Bee Movie gets an F for veracity, as it manages to confound bee life by showing worker bees to be macho flying dudes packing nectar-sucking cylinders and worshipped by the girl bees, to boot.

It does not fare well when you’re obligated to be compared with that other Jerry Seinfeld masterstroke, namely the nine-season-long phenomenon known as Seinfeld. The latter was a great sitcom, famed for being “a show about nothing,” which puts it on the rarefied plane of an Oscar Wilde comedy or a Mozart opera-the triumph of fiendishly intricate artifice over an absurdly empty thematic core. Consider the following sentence, “[It] has no regular, well-defined plot. It is rather a succession of awkward and humorous situations, calling forth an abundance of sparkling repartee.” The writer here is discussing Wolfie’s blissful masterpiece The Marriage of Figaro-and something this movie is definitely not.
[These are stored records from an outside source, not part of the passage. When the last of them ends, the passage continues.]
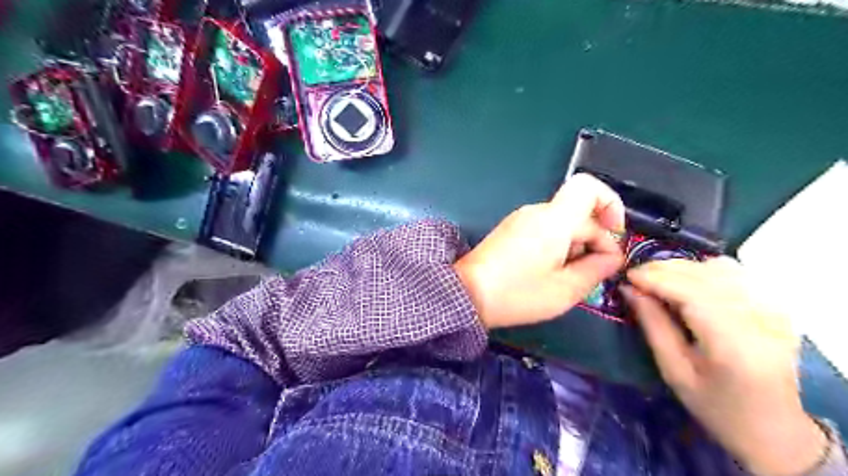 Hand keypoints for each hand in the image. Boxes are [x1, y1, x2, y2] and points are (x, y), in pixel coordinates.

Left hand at [454, 173, 624, 329]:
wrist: (466, 295)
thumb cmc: (517, 294)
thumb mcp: (565, 289)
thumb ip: (596, 269)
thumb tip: (612, 257)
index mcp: (554, 220)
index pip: (589, 187)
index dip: (611, 204)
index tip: (615, 236)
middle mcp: (537, 211)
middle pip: (579, 213)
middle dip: (595, 240)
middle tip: (595, 274)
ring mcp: (521, 219)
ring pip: (563, 223)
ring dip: (576, 246)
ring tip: (570, 278)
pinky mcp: (511, 230)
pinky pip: (545, 229)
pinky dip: (558, 246)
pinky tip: (551, 272)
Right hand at [626, 261, 824, 475]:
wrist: (773, 427)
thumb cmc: (715, 406)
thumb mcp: (674, 371)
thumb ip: (652, 324)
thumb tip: (628, 289)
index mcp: (734, 345)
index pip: (692, 293)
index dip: (656, 278)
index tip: (627, 277)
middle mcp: (761, 320)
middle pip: (706, 275)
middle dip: (664, 269)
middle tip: (636, 277)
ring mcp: (774, 310)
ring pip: (720, 268)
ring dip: (682, 268)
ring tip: (658, 279)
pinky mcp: (776, 306)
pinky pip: (735, 272)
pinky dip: (704, 270)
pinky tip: (688, 281) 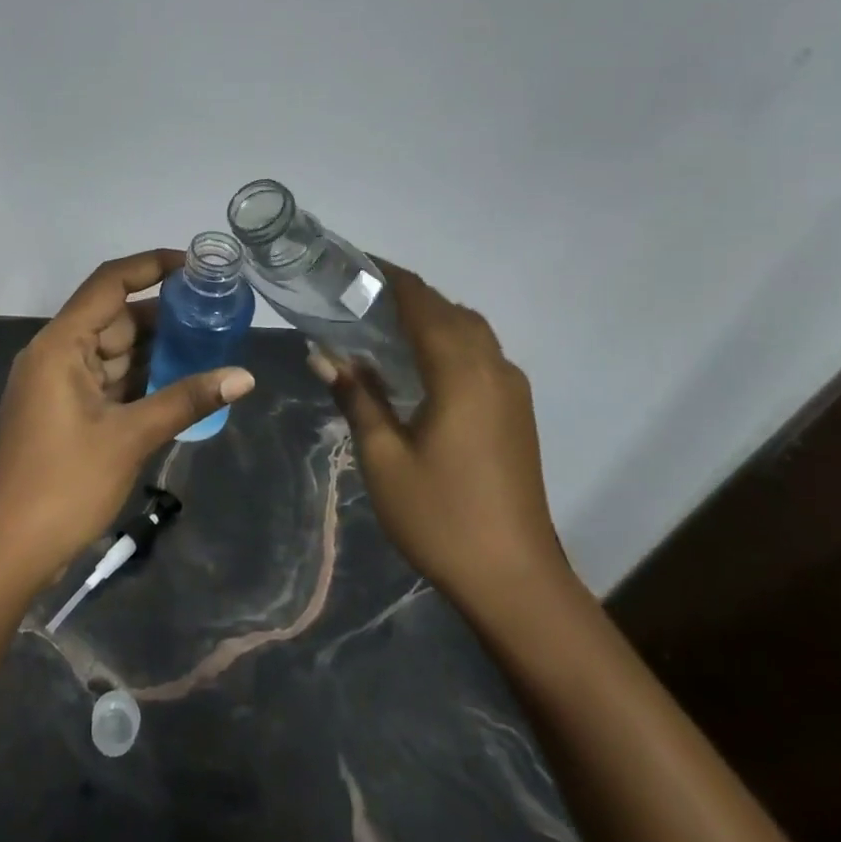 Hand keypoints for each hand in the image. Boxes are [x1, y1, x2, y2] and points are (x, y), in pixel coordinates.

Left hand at [0, 250, 256, 586]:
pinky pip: (107, 380)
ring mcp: (57, 384)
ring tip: (209, 342)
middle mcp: (55, 354)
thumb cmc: (64, 485)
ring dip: (155, 349)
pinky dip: (139, 378)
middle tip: (215, 312)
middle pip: (114, 318)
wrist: (7, 550)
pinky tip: (179, 380)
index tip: (194, 265)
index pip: (108, 284)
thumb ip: (186, 400)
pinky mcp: (63, 411)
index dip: (150, 266)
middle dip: (163, 315)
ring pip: (113, 351)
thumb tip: (244, 376)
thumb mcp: (130, 438)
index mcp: (60, 345)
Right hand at [308, 263, 566, 611]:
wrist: (514, 578)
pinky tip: (419, 366)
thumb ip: (357, 397)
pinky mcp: (516, 412)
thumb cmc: (440, 514)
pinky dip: (450, 341)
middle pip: (450, 311)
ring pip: (471, 331)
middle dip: (409, 295)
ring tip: (385, 324)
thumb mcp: (383, 457)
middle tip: (360, 296)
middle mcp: (492, 369)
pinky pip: (481, 355)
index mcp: (460, 372)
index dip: (391, 277)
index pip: (423, 303)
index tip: (355, 263)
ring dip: (432, 317)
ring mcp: (511, 390)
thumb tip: (324, 355) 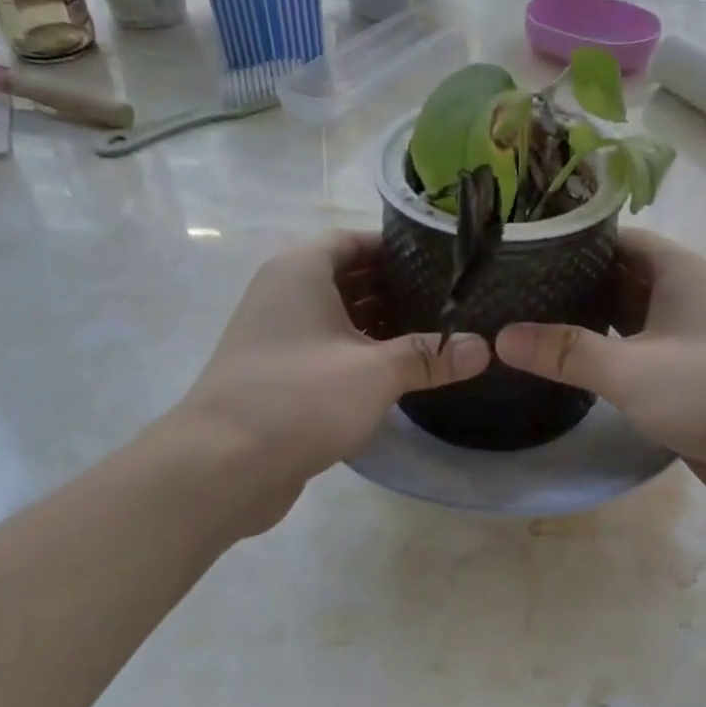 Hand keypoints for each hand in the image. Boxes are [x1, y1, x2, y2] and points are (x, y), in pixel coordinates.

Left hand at [169, 231, 488, 531]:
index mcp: (300, 271)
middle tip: (449, 302)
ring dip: (379, 325)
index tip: (443, 264)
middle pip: (347, 277)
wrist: (222, 466)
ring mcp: (276, 336)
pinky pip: (326, 350)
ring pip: (337, 318)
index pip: (353, 240)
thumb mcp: (376, 373)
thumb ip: (430, 356)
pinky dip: (358, 354)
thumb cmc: (300, 398)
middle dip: (395, 289)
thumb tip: (483, 348)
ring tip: (433, 336)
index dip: (397, 248)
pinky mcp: (277, 375)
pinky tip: (396, 373)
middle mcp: (283, 293)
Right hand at [495, 230, 705, 516]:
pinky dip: (603, 361)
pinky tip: (565, 370)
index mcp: (678, 272)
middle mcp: (683, 298)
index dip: (568, 241)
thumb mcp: (632, 368)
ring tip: (523, 328)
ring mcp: (686, 342)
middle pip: (615, 280)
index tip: (516, 251)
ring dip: (583, 327)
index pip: (614, 239)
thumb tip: (501, 336)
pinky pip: (635, 359)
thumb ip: (566, 352)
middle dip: (567, 286)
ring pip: (624, 322)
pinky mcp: (686, 382)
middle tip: (507, 295) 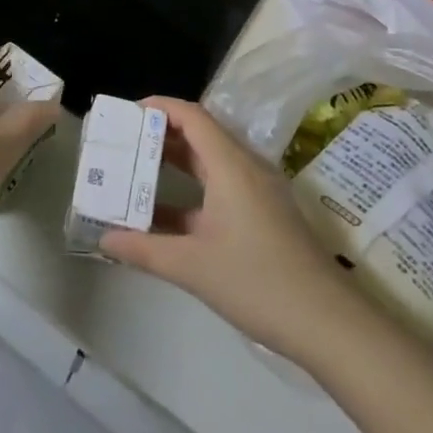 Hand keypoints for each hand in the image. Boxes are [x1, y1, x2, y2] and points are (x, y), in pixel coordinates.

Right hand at [101, 97, 358, 361]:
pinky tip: (163, 215)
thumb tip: (103, 240)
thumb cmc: (258, 283)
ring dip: (174, 162)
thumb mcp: (192, 267)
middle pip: (199, 133)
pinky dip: (191, 190)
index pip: (191, 116)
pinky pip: (220, 185)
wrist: (329, 324)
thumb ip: (144, 250)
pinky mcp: (264, 214)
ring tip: (136, 170)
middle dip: (159, 134)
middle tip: (122, 143)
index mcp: (231, 165)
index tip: (125, 116)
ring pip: (210, 161)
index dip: (157, 108)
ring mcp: (258, 191)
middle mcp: (246, 167) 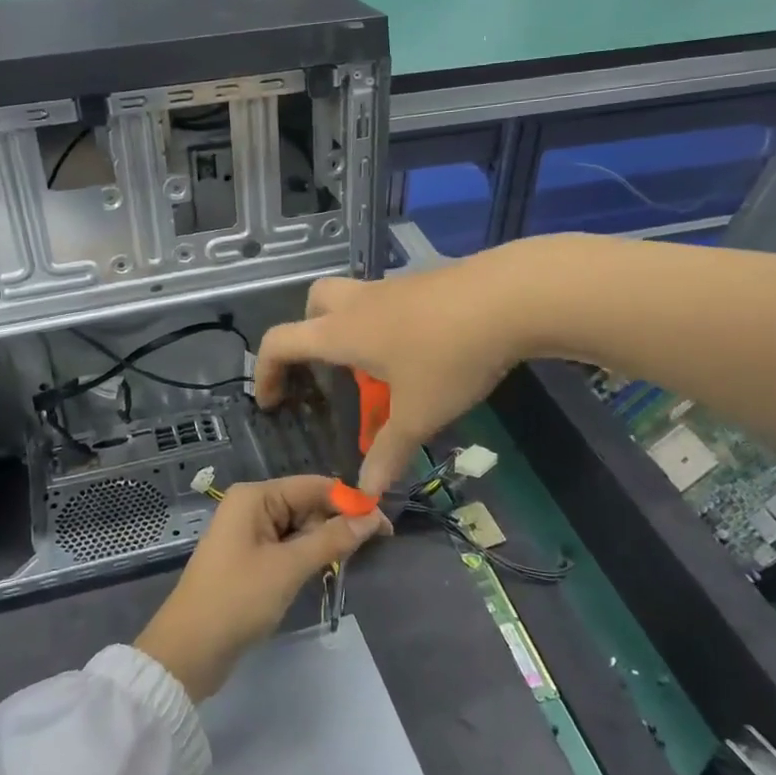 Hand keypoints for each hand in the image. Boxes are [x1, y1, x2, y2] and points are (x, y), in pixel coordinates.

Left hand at [135, 475, 386, 700]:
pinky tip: (327, 568)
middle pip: (307, 504)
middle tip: (376, 546)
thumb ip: (331, 540)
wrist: (188, 651)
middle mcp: (251, 506)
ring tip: (352, 561)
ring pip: (300, 527)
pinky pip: (288, 546)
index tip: (385, 523)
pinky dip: (308, 555)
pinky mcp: (250, 558)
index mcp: (255, 496)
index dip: (350, 501)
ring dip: (325, 541)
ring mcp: (249, 533)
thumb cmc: (237, 600)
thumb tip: (372, 518)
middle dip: (338, 522)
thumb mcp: (288, 568)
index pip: (313, 486)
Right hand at [255, 254, 526, 495]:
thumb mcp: (418, 413)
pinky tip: (420, 353)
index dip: (266, 371)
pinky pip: (387, 302)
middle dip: (307, 335)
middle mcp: (358, 303)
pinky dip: (386, 325)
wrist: (510, 296)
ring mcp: (392, 287)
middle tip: (326, 370)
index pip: (281, 342)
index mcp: (341, 332)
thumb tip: (365, 492)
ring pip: (353, 300)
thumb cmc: (449, 356)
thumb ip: (388, 452)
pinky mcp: (424, 282)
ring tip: (379, 370)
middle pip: (313, 304)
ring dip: (351, 331)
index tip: (272, 401) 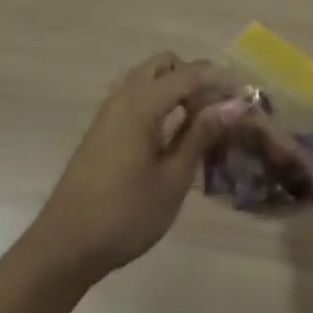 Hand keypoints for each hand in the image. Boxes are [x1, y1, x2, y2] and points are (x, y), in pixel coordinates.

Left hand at [24, 53, 249, 280]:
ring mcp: (108, 113)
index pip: (190, 73)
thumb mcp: (173, 178)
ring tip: (198, 122)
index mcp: (141, 105)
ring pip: (147, 78)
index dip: (222, 80)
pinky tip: (172, 134)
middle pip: (165, 65)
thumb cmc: (125, 215)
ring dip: (175, 88)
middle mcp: (122, 97)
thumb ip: (201, 134)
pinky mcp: (102, 130)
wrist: (65, 247)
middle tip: (217, 110)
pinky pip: (135, 96)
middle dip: (195, 78)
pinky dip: (158, 101)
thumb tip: (233, 105)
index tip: (248, 97) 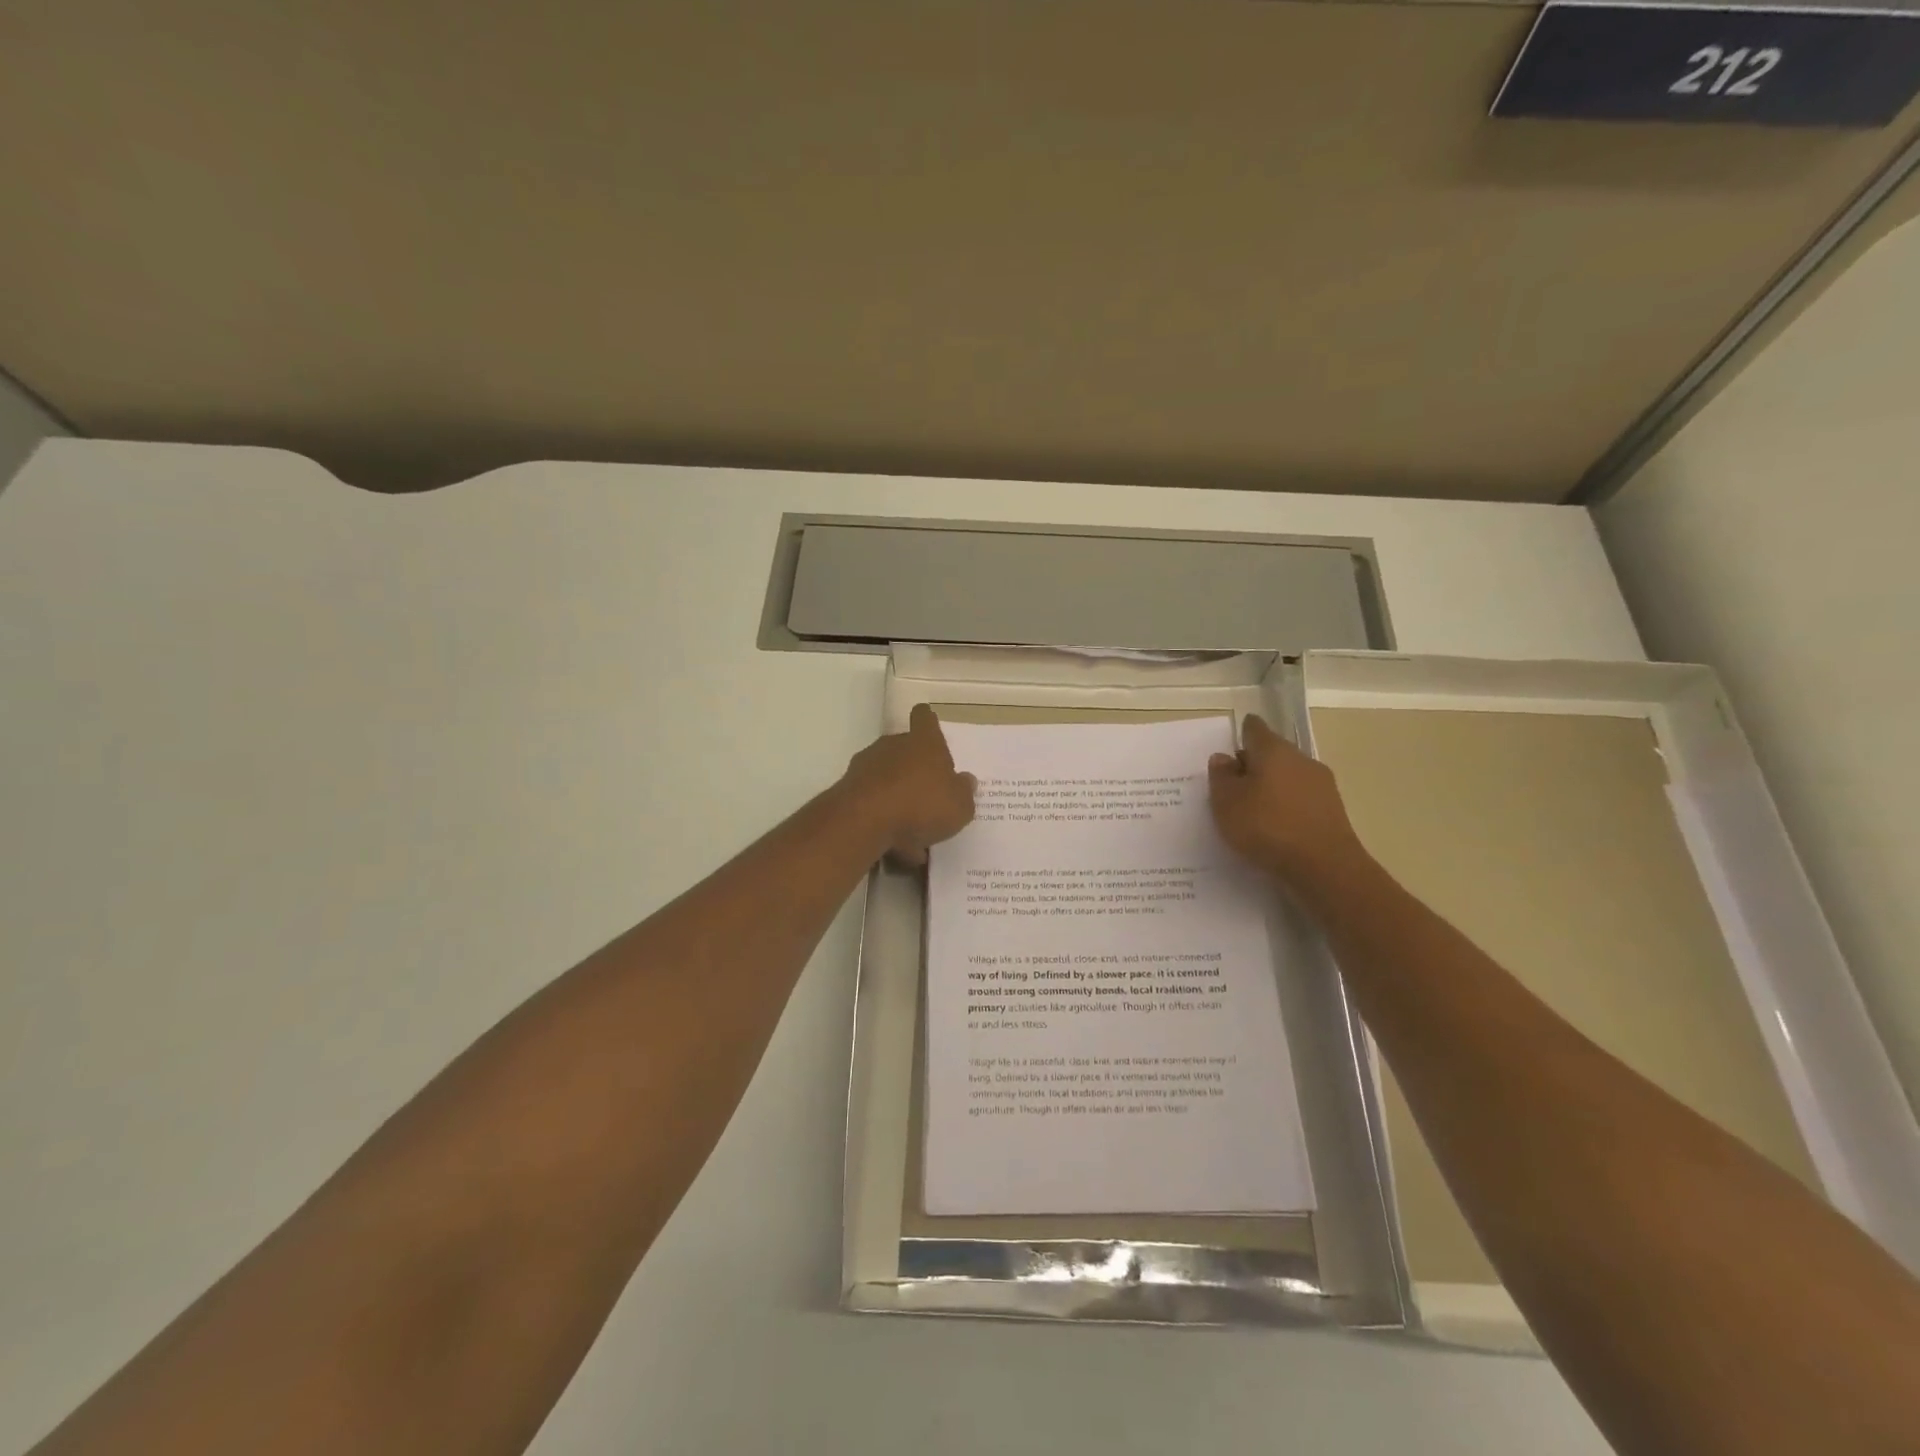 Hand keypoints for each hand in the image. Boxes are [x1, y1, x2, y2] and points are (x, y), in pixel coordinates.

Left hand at [840, 704, 976, 865]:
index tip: (930, 728)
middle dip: (916, 769)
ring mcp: (866, 767)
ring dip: (900, 799)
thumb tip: (965, 780)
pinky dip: (885, 821)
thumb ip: (964, 792)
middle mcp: (893, 747)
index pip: (924, 718)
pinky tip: (897, 848)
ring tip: (915, 835)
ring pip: (888, 779)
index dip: (928, 722)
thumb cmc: (921, 805)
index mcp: (924, 743)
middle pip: (905, 749)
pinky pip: (874, 804)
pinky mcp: (848, 791)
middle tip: (931, 795)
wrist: (863, 822)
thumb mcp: (959, 806)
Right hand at [1208, 714, 1367, 883]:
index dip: (1241, 732)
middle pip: (1273, 753)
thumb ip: (1221, 777)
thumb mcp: (1226, 803)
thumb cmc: (1267, 827)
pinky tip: (1274, 826)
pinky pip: (1300, 799)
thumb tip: (1223, 758)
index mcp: (1273, 750)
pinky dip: (1285, 806)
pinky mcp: (1332, 810)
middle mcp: (1301, 759)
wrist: (1325, 868)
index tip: (1230, 744)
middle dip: (1253, 763)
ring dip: (1270, 786)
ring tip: (1251, 809)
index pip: (1255, 728)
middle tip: (1231, 784)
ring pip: (1288, 776)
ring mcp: (1322, 785) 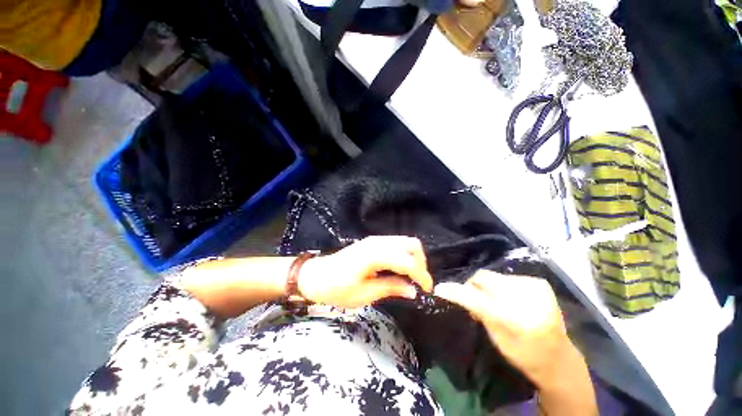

You might say it’s wrong to compare a TV show to an animated feature film, but the underlying problem with Bee Movie is its unfortunately insistent relationship with real-life woes. It begins with a multitude of reflections on mortality-the movie keeps reminding us how short apiary existences are-and then ends in an abrupt odyssey into the bigger, satirize-able, and selfish human world. But, even with its extremely absurd premise (a bee class-action suit against humanity for stealing honey), the film manages to summon suggestions of environmental catastrophes like global warming and the frightening buzz surrounding hive collapse.

Of course, it’s good to think. Like Santa Barbara’s now-infamous Light Blue Line project, you want to congratulate the artists for their sobering vision, yet question the method used to get their points across. This film isn’t really funny, though it’s often beautiful. Seinfeld (the series) was a magic trick: the artist pulling something out of nothing and producing something of pleasure and amazement. This feels more like a con job. Big issues are raised, then disappear into a series of cute jokes. My nephew, Daniel Warren, age seven, couldn’t remember the film an hour later. Instead of delight, this cartoon extravaganza, featuring a slightly preachy Jerry Seinfeld disappearing into himself, may make you feel like you just got stung.